Amazon.com: You've been writing about the military for the Post and the Wall Street Journal for years now, and Fiasco is built from the testimony of a remarkable array of sources up and down the chain of command, some off the record but many more on the record. Can you talk about your sources? Is this level of public criticism of a war from within the military precedented??

Ricks: Yeah, reporting the book was a pretty emotional experience. Even having covered this war as it unfolded, I was taken aback by the rage that some officers felt toward the Bush Administration, and especially toward Defense Secretary Rumsfeld. And also toward Paul Wolfowitz, who was then the no. 2 guy at the Pentagon. I think the rage is probably like what the military felt about Robert McNamara during the Vietnam War. What is unprecedented, I think, is that many officers had doubts about the wisdom of invading Iraq, especially in the way we did it.

The emotions also hit me pretty hard at times, especially when I was writing my chapter 13, about how widespread abuse was by American soldiers in 2003-04, often because they hadn't been trained for the mission they faced. I have spent more than 15 years covering the military. I tend to like and admire these people. So when I learned about a 4th Infantry Division soldier shooting an unarmed, handcuffed Iraqi detainee in the stomach, and the investigating MPs saying the soldier should be charged with homicide, and instead the commander simply discharged the soldier from the Army--well, that bothered me.

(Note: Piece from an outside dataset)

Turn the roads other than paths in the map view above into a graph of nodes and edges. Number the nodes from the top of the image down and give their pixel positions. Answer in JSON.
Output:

Another thing that struck me with sources was the mountain of information that was available. I read over 30,000 pages of documents for this book. At the end of one interview a guy gave me a CD-ROM with every e-mail he had sent to Ambassador Bremer, who ran the civilian end of the first year of the occupation. Other people showed me diaries, unit logs, official briefings, and such. Also the ACLU did a great job of obtaining and releasing piles of official U.S. military documents related to abuse--so I could see the time stamp on an e-mail in which an intelligence officer stated that "the gloves are coming off" in interrogations, and one soldier recommended blows to the chest while another wrote back recommending low-level electrocution.

Unfortunately the Army wouldn't release the details of citations for valorous acts by soldiers, which means that the Pentagon made it easier for me to learn about the sins of soldiers than about their acts of bravery. The Marine Corps did give me those "narratives" that support the bestowing of medals, which I really appreciated. Those documents really brought home to me the fierceness of the two Battles of Fallujah, in April and November 2004--probably the toughest fighting American troops have seen since Hue and Khe Sanh in the Vietnam War.

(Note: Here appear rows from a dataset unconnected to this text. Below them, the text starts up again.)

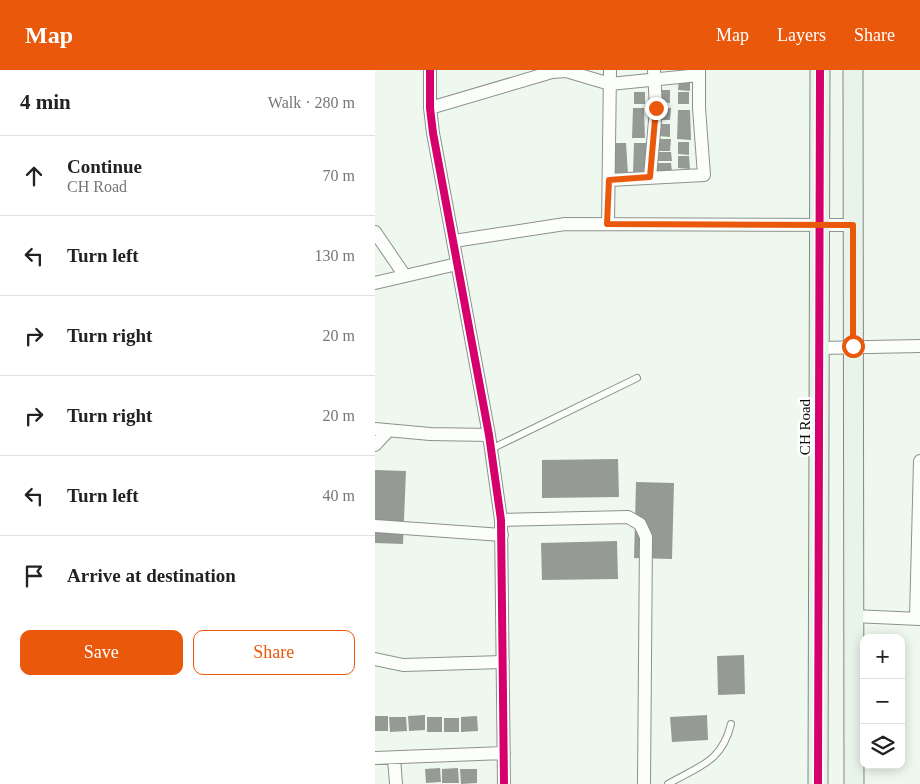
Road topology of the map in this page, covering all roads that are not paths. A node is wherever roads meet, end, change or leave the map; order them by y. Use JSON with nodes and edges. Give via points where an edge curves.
{"nodes":[{"id":1,"x":430,"y":70,"type":"edge"},
{"id":2,"x":610,"y":70,"type":"edge"},
{"id":3,"x":821,"y":70,"type":"edge"},
{"id":4,"x":853,"y":70,"type":"edge"},
{"id":5,"x":699,"y":72,"type":"edge"},
{"id":6,"x":677,"y":74,"type":"edge"},
{"id":7,"x":654,"y":75,"type":"edge"},
{"id":8,"x":610,"y":84,"type":"junction"},
{"id":9,"x":430,"y":108,"type":"junction"},
{"id":10,"x":650,"y":177,"type":"junction"},
{"id":11,"x":609,"y":180,"type":"junction"},
{"id":12,"x":607,"y":224,"type":"junction"},
{"id":13,"x":819,"y":224,"type":"junction"},
{"id":14,"x":853,"y":225,"type":"junction"},
{"id":15,"x":375,"y":232,"type":"edge"},
{"id":16,"x":454,"y":241,"type":"junction"},
{"id":17,"x":457,"y":264,"type":"junction"},
{"id":18,"x":405,"y":276,"type":"junction"},
{"id":19,"x":375,"y":283,"type":"edge"},
{"id":20,"x":853,"y":346,"type":"junction"},
{"id":21,"x":920,"y":346,"type":"edge"},
{"id":22,"x":819,"y":348,"type":"junction"},
{"id":23,"x":637,"y":378,"type":"dead end"},
{"id":24,"x":375,"y":429,"type":"edge"},
{"id":25,"x":388,"y":431,"type":"junction"},
{"id":26,"x":489,"y":435,"type":"junction"},
{"id":27,"x":375,"y":444,"type":"edge"},
{"id":28,"x":491,"y":449,"type":"junction"},
{"id":29,"x":920,"y":461,"type":"edge"},
{"id":30,"x":501,"y":520,"type":"junction"},
{"id":31,"x":375,"y":526,"type":"edge"},
{"id":32,"x":919,"y":533,"type":"edge"},
{"id":33,"x":502,"y":535,"type":"junction"},
{"id":34,"x":853,"y":616,"type":"junction"},
{"id":35,"x":918,"y":619,"type":"edge"},
{"id":36,"x":375,"y":660,"type":"edge"},
{"id":37,"x":503,"y":662,"type":"junction"},
{"id":38,"x":731,"y":724,"type":"dead end"},
{"id":39,"x":504,"y":753,"type":"junction"},
{"id":40,"x":375,"y":758,"type":"edge"},
{"id":41,"x":394,"y":758,"type":"junction"},
{"id":42,"x":396,"y":784,"type":"edge"},
{"id":43,"x":504,"y":784,"type":"edge"},
{"id":44,"x":644,"y":784,"type":"edge"},
{"id":45,"x":669,"y":784,"type":"edge"},
{"id":46,"x":818,"y":784,"type":"edge"},
{"id":47,"x":854,"y":784,"type":"edge"}],
"edges":[{"from":1,"to":9,"type":"street"},
{"from":2,"to":8,"type":"street"},
{"from":3,"to":13,"type":"street","name":"CH Road"},
{"from":4,"to":14,"type":"street"},
{"from":5,"to":6,"type":"street"},
{"from":5,"to":10,"type":"street","via":[[704,174]]},
{"from":6,"to":7,"type":"street"},
{"from":7,"to":8,"type":"street"},
{"from":7,"to":10,"type":"street","via":[[656,108]]},
{"from":8,"to":9,"type":"street","via":[[566,71],[552,72]]},
{"from":8,"to":11,"type":"street"},
{"from":9,"to":16,"type":"street"},
{"from":10,"to":11,"type":"street"},
{"from":11,"to":12,"type":"street"},
{"from":12,"to":13,"type":"street"},
{"from":12,"to":16,"type":"street","via":[[565,224]]},
{"from":13,"to":14,"type":"street"},
{"from":13,"to":22,"type":"street","name":"CH Road"},
{"from":14,"to":20,"type":"street"},
{"from":15,"to":18,"type":"street"},
{"from":16,"to":17,"type":"street"},
{"from":17,"to":18,"type":"street"},
{"from":17,"to":26,"type":"street"},
{"from":18,"to":19,"type":"street"},
{"from":20,"to":21,"type":"street"},
{"from":20,"to":22,"type":"street"},
{"from":20,"to":34,"type":"street"},
{"from":22,"to":46,"type":"street","name":"CH Road"},
{"from":23,"to":28,"type":"lane"},
{"from":24,"to":25,"type":"street"},
{"from":25,"to":26,"type":"street"},
{"from":25,"to":27,"type":"street"},
{"from":26,"to":28,"type":"street"},
{"from":28,"to":30,"type":"street"},
{"from":29,"to":32,"type":"street"},
{"from":30,"to":33,"type":"street"},
{"from":30,"to":44,"type":"street","via":[[628,517],[640,524],[646,537]]},
{"from":31,"to":33,"type":"street"},
{"from":32,"to":35,"type":"street"},
{"from":33,"to":37,"type":"street"},
{"from":34,"to":35,"type":"street"},
{"from":34,"to":47,"type":"street"},
{"from":36,"to":37,"type":"street","via":[[403,665]]},
{"from":37,"to":39,"type":"street"},
{"from":38,"to":45,"type":"lane","via":[[727,742],[714,758]]},
{"from":39,"to":41,"type":"street"},
{"from":39,"to":43,"type":"street"},
{"from":40,"to":41,"type":"street"},
{"from":41,"to":42,"type":"street"}]}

Amazon.com: In the last section of the book, you project a variety of possible scenarios for the next 10 years in the Middle East, mostly grim ones, and just in the past two weeks the sudden violence between Israel and Hezbollah in Lebanon is leading to talk of a wider regional conflict. Where do you think those events are leading us?

Ricks: We are really in unexplored territory. We are carrying out the first-ever U.S. occupation of an Arab nation. This is also almost the first time we have engaged in sustained combat ground war with an all-volunteer force. (I think the suppression of the Philippines insurrection might count as a small precedent.)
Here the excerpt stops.